Piazzolla sta « dentro » le persone che gli sono state vicine tanti anni, e ne percepisce il fiato, ne accarezza la voce, persuaso che la propria sarà di gran lunga meno capace di rispondere. Ma, si tratta, è chiaro, di un'illusione che la poesia gli lascia. La propria voce comprende quella degli altri, a cui egli si sforza di rapire il segreto.

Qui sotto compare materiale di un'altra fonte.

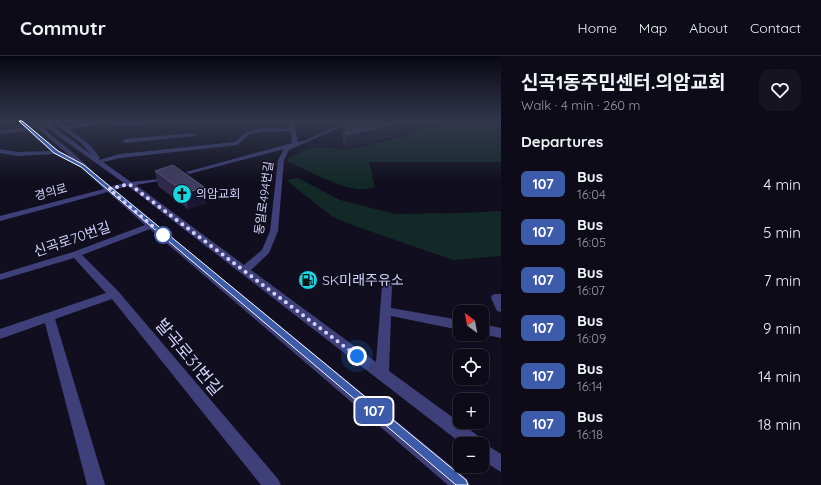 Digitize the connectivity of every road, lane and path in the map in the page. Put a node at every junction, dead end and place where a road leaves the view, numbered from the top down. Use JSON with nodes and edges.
{"nodes":[{"id":1,"x":44,"y":142,"type":"edge"},
{"id":2,"x":57,"y":142,"type":"edge"},
{"id":3,"x":69,"y":142,"type":"edge"},
{"id":4,"x":82,"y":142,"type":"edge"},
{"id":5,"x":166,"y":142,"type":"edge"},
{"id":6,"x":237,"y":142,"type":"edge"},
{"id":7,"x":303,"y":142,"type":"edge"},
{"id":8,"x":295,"y":144,"type":"junction"},
{"id":9,"x":0,"y":150,"type":"edge"},
{"id":10,"x":168,"y":150,"type":"junction"},
{"id":11,"x":56,"y":152,"type":"junction"},
{"id":12,"x":98,"y":162,"type":"junction"},
{"id":13,"x":82,"y":166,"type":"junction"},
{"id":14,"x":189,"y":172,"type":"dead end"},
{"id":15,"x":156,"y":180,"type":"edge"},
{"id":16,"x":129,"y":184,"type":"junction"},
{"id":17,"x":109,"y":189,"type":"junction"},
{"id":18,"x":0,"y":219,"type":"edge"},
{"id":19,"x":152,"y":226,"type":"junction"},
{"id":20,"x":76,"y":254,"type":"junction"},
{"id":21,"x":243,"y":271,"type":"junction"},
{"id":22,"x":0,"y":277,"type":"edge"},
{"id":23,"x":387,"y":286,"type":"dead end"},
{"id":24,"x":114,"y":294,"type":"junction"},
{"id":25,"x":501,"y":298,"type":"edge"},
{"id":26,"x":501,"y":308,"type":"edge"},
{"id":27,"x":386,"y":311,"type":"junction"},
{"id":28,"x":49,"y":317,"type":"junction"},
{"id":29,"x":453,"y":324,"type":"edge"},
{"id":30,"x":489,"y":330,"type":"edge"},
{"id":31,"x":501,"y":333,"type":"edge"},
{"id":32,"x":0,"y":334,"type":"edge"},
{"id":33,"x":382,"y":375,"type":"junction"},
{"id":34,"x":465,"y":437,"type":"edge"},
{"id":35,"x":489,"y":455,"type":"edge"},
{"id":36,"x":501,"y":464,"type":"edge"},
{"id":37,"x":96,"y":485,"type":"edge"},
{"id":38,"x":272,"y":485,"type":"edge"},
{"id":39,"x":461,"y":485,"type":"edge"}],
"edges":[{"from":1,"to":11,"type":"street"},
{"from":2,"to":13,"type":"street"},
{"from":3,"to":12,"type":"street"},
{"from":4,"to":12,"type":"street"},
{"from":5,"to":10,"type":"street"},
{"from":6,"to":10,"type":"street"},
{"from":7,"to":8,"type":"street"},
{"from":8,"to":14,"type":"street"},
{"from":8,"to":21,"type":"street","name":"동일로494번길"},
{"from":9,"to":11,"type":"street"},
{"from":10,"to":12,"type":"street"},
{"from":11,"to":13,"type":"street"},
{"from":12,"to":16,"type":"street"},
{"from":13,"to":17,"type":"street"},
{"from":15,"to":16,"type":"street","name":"경의로"},
{"from":16,"to":17,"type":"street","name":"경의로"},
{"from":16,"to":21,"type":"street"},
{"from":17,"to":18,"type":"street","name":"경의로"},
{"from":17,"to":19,"type":"street"},
{"from":19,"to":20,"type":"street","name":"신곡로70번길"},
{"from":19,"to":39,"type":"street"},
{"from":20,"to":22,"type":"street","name":"신곡로70번길"},
{"from":20,"to":24,"type":"street","name":"발곡로31번길"},
{"from":21,"to":33,"type":"street"},
{"from":23,"to":27,"type":"street"},
{"from":24,"to":28,"type":"street"},
{"from":24,"to":38,"type":"street","name":"발곡로31번길"},
{"from":25,"to":26,"type":"street"},
{"from":27,"to":29,"type":"street"},
{"from":27,"to":33,"type":"street"},
{"from":28,"to":32,"type":"street"},
{"from":28,"to":37,"type":"street"},
{"from":30,"to":31,"type":"street"},
{"from":33,"to":34,"type":"street"},
{"from":35,"to":36,"type":"street"}]} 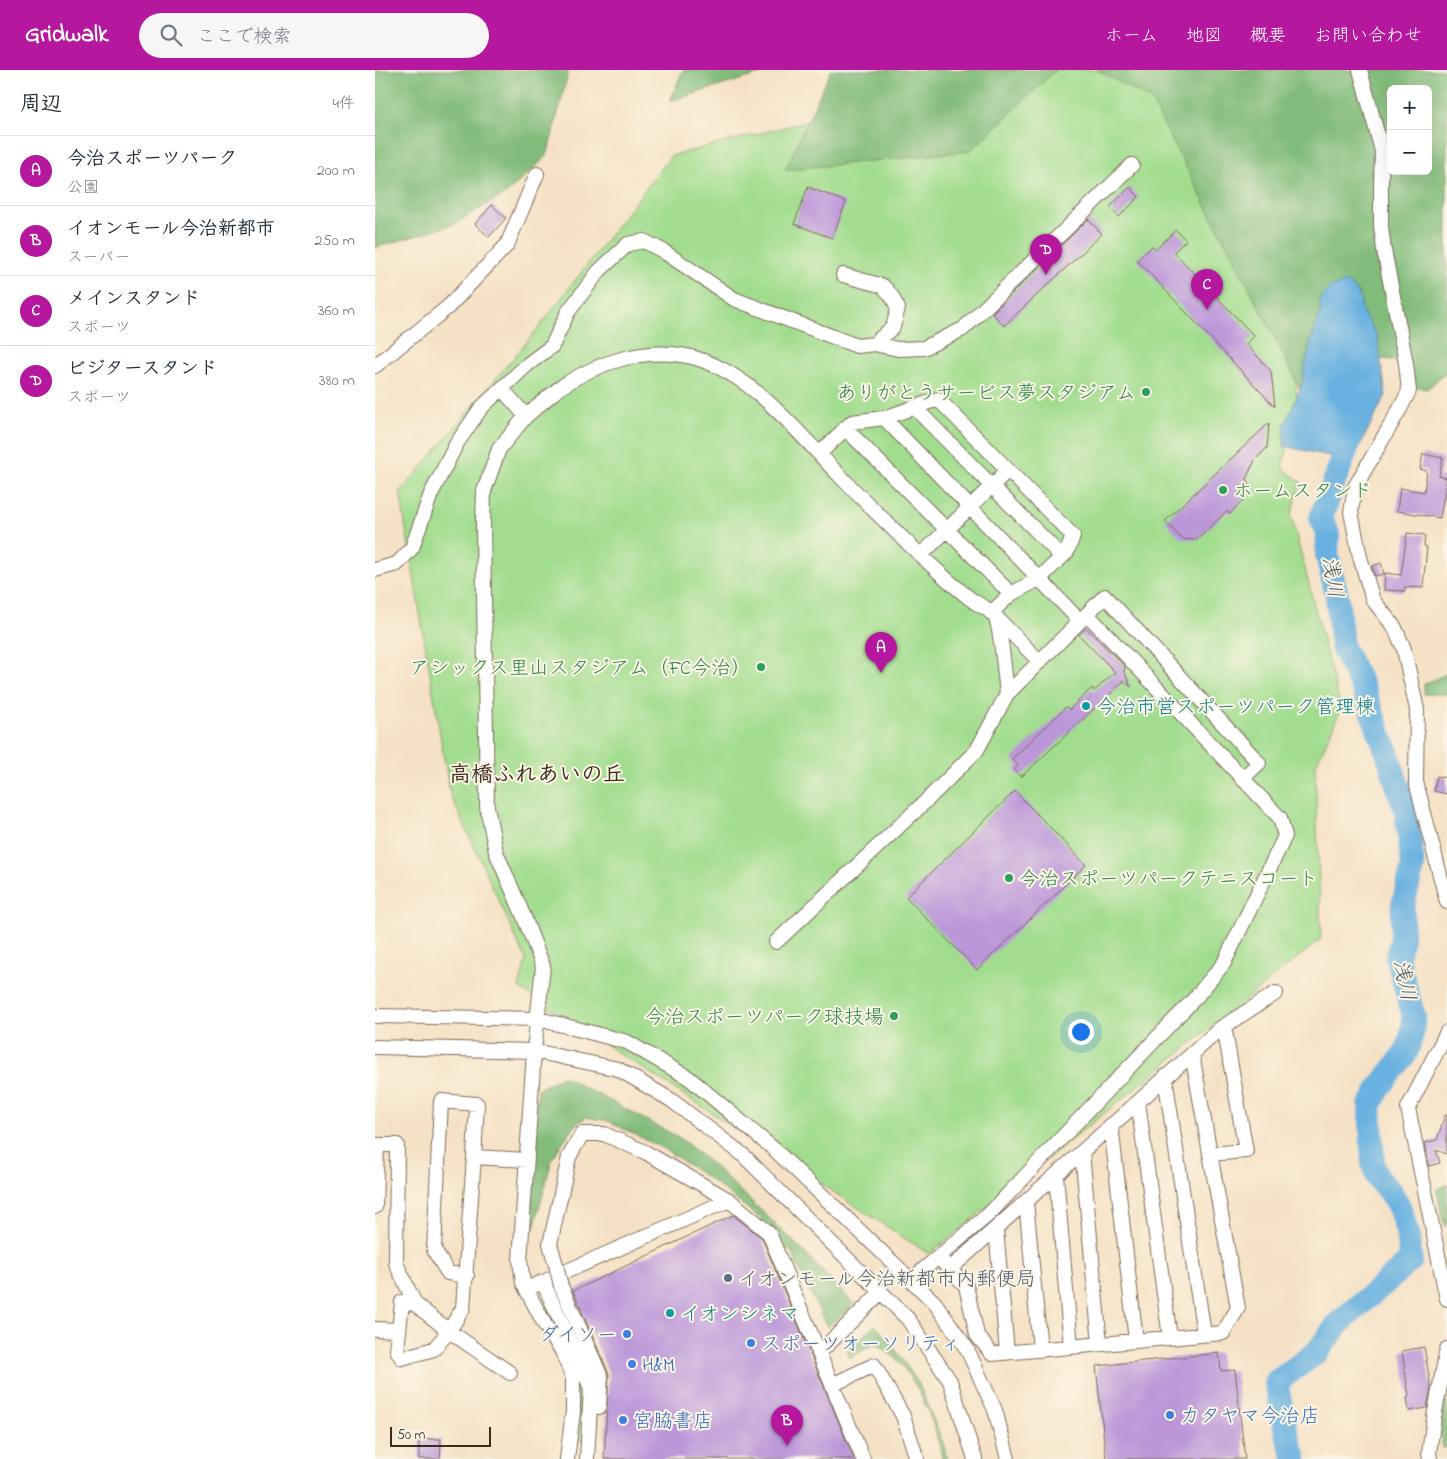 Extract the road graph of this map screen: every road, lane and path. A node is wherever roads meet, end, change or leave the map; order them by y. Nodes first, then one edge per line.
1 (1360, 70) edge
2 (1132, 165) dead end
3 (537, 174) dead end
4 (843, 275) dead end
5 (874, 344) junction
6 (375, 366) edge
7 (502, 388) junction
8 (914, 407) junction
9 (526, 416) junction
10 (884, 418) junction
11 (845, 428) junction
12 (819, 454) junction
13 (1008, 470) junction
14 (992, 486) junction
15 (970, 507) junction
16 (947, 529) junction
17 (921, 555) junction
18 (1062, 557) junction
19 (375, 570) edge
20 (1039, 579) junction
21 (1011, 594) junction
22 (992, 614) junction
23 (1083, 617) junction
24 (1039, 661) junction
25 (1007, 694) junction
26 (1242, 779) junction
27 (1447, 902) edge
28 (776, 942) dead end
29 (1276, 993) dead end
30 (375, 1016) edge
31 (539, 1019) junction
32 (1224, 1026) junction
33 (1447, 1032) edge
34 (375, 1047) edge
35 (535, 1052) junction
36 (1192, 1054) junction
37 (1165, 1078) junction
38 (1138, 1102) junction
39 (1111, 1126) junction
40 (376, 1145) edge
41 (1082, 1152) junction
42 (1210, 1154) junction
43 (475, 1157) junction
44 (527, 1160) junction
45 (1056, 1175) junction
46 (729, 1200) junction
47 (1026, 1202) junction
48 (375, 1207) edge
49 (996, 1229) junction
50 (938, 1257) junction
51 (950, 1269) junction
52 (467, 1276) junction
53 (911, 1280) junction
54 (543, 1282) junction
55 (526, 1289) junction
56 (881, 1292) junction
57 (1447, 1299) edge
58 (415, 1304) junction
59 (375, 1329) edge
60 (399, 1330) junction
61 (449, 1331) junction
62 (1204, 1334) junction
63 (1170, 1338) junction
64 (1136, 1341) junction
65 (1100, 1344) junction
66 (1071, 1346) junction
67 (1040, 1349) junction
68 (1447, 1349) edge
69 (1007, 1352) junction
70 (819, 1353) junction
71 (511, 1373) dead end
72 (832, 1384) junction
73 (598, 1421) dead end
74 (568, 1453) edge
75 (587, 1454) edge
76 (863, 1459) edge
77 (917, 1459) edge
78 (975, 1459) edge
79 (1008, 1459) edge
80 (1430, 1459) edge

1 - 27 street
2 - 5 street
3 - 6 street
4 - 5 street
5 - 7 street
7 - 9 street
7 - 19 street
8 - 10 street
8 - 13 street
8 - 14 street
9 - 12 street
9 - 31 street
10 - 11 street
10 - 15 street
11 - 12 street
11 - 16 street
12 - 17 street
13 - 14 street
13 - 18 street
14 - 15 street
14 - 18 street
15 - 16 street
15 - 20 street
16 - 17 street
16 - 21 street
17 - 22 street
18 - 20 street
20 - 21 street
20 - 23 street
21 - 22 street
22 - 24 street
22 - 25 street
23 - 24 street
23 - 26 street
23 - 26 street
24 - 25 street
25 - 28 street
26 - 50 street
29 - 32 street
30 - 31 street
31 - 35 street
31 - 53 street
32 - 36 street
32 - 42 street
33 - 57 street
34 - 35 street
35 - 44 street
35 - 56 street
36 - 37 street
36 - 42 street
37 - 38 street
37 - 62 street
38 - 39 street
38 - 63 street
39 - 41 street
39 - 64 street
40 - 48 street
40 - 58 street
41 - 45 street
41 - 65 street
42 - 62 street
43 - 44 street
43 - 52 street
43 - 52 street
44 - 55 street
45 - 47 street
45 - 66 street
46 - 54 street
46 - 70 street
46 - 73 street, bridge
47 - 49 street
47 - 67 street
49 - 51 street
49 - 69 street
50 - 51 street
50 - 53 street
51 - 69 street
52 - 61 street
53 - 79 street
54 - 55 street
54 - 75 street
55 - 74 street
56 - 70 street
56 - 78 street
58 - 60 street
58 - 61 street
59 - 60 street
60 - 61 street
61 - 71 street
62 - 63 street
63 - 64 street
64 - 65 street
65 - 66 street
66 - 67 street
67 - 69 street
68 - 80 street
70 - 72 street
72 - 76 street
72 - 77 street
74 - 75 street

Ecco perché de « Lo Strappo» il meno che si possa dire è che rappresenti un punto culminante nel lungo cammino della lirica intcriore dell'ultimo cinquantennio. [...]
Giacinto Spagnoletti
da Lo Strappo
Te ne andasti e fu la luce
a farsi bellezza quieta
sul tuo viso di cera definitiva.
E mentre il silenzio fu soltanto tuo,
io ero altrove a immaginarti
con tutto il sole ad abbagliarmi
quasi a cullare insensato i raggi
nel mio dolore per te.
E in quell'istante bianco
sentivo la tua morte distante,
col petto vuoto sia del mio
che del tuo cuore trafitto.
Fu un attimo...
smarrito vidi tante cose fuggire
da me. Finanche un volo di colombo
in alto e al centro dell' aria
portarsi via
un lembo dell'ombra tua, appena
distesa alle mie spalle curve:
come un presentimento atroce
della tua morte.
Fu in alto che il cielo,
tante volte nostro,
fu macchia scura per gli occhi.
Di già io non sapevo a chi parlare
della tua scomparsa, amore.
VI
Tu di là ma viva col tremore
fra le tue dita sottili
e gli occhi neri di tempo dove
ti viene incontro uno specchio
che a me dona il tuo volto
così distante e mai
preciso quando è il sogno
a riportarti a galla
da un vortice di luce nera
interamente mia.
Non posso che averti un po' vicina
quando è la calda notte
e farti emergere come tu fosti.
Così ti fai sgomento, amore mai;
nasci proprio da me
benché tu esista in uno spazio
tanto diverso dal mio.
Pur vecchi tra fili bianchi, noi distaccati
con visi deformati, ma sempre nostri,
noi c'incontriamo
tu col tuo abisso profondo più
del mio, al centro d'un sonno
duro. Non è l'amore
a legarci, ma il freddo
dell'età cresciuta lentamente.
E non serve a nessuno di noi due
ricordarci al buio fantasmi soli.
Siamo da tempo naufraghi vivi
ma come se fossimo già morti.
Prima della soglia oscura 1976-83
Stasera
i compagni di strada
sono semplici nomi
che incontro, stampati
nell'aria grigia della mia vecchiaia.
Come poeta dicon che sono vecchio,
immagini d'altri tempi
ho deposto in versi antichi
per farmi perdonare la mia presenza
d'uomo che ha scelto verità e bellezza.
Da me non c’è l'ospizio
di parole baldracche, né l'uso
disumano del sentire le cose
senza il consenso del cuore.
Ho scelto la libertà d'essere
l'ultimo dei poeti non di moda,
senza l'onere di servire, da sciocco,
le vuote e sempre stupide ideologie.
Ho servito l'uomo e ciò che è in lui
a me anche appartiene: la
giovinezza, la gioia, l'amore, tutta la vita
nuda di menzogne.
L'acqua freschezza semina
e gli occhi sciacqua, stamane.
Sarò...
Sarò fumo di neve
squame d'oro sull'ape
o fulmine con rami
appesi a un tuono
di me più festeggiato.
Sarò vena di vento
o controcanto
d'un'eco fra due rocce:
fiore di fuoco sarò
ma al centro d'un addio.
Non mi vedrà la luce
anch'essa cieca
dopo che il sole sarà morto
ai limiti d'un monte
chiamato notte.
Sarò tronco contorto
d'un ulivo scolpito
e subito lasciato alle sue palme
perché il vento le smuova
colme del rosso acceso dalla sera.
Diranno di me che fui scontroso amante
della mia ombra,
morta già prima che nascessi
sconfitto dalla vita.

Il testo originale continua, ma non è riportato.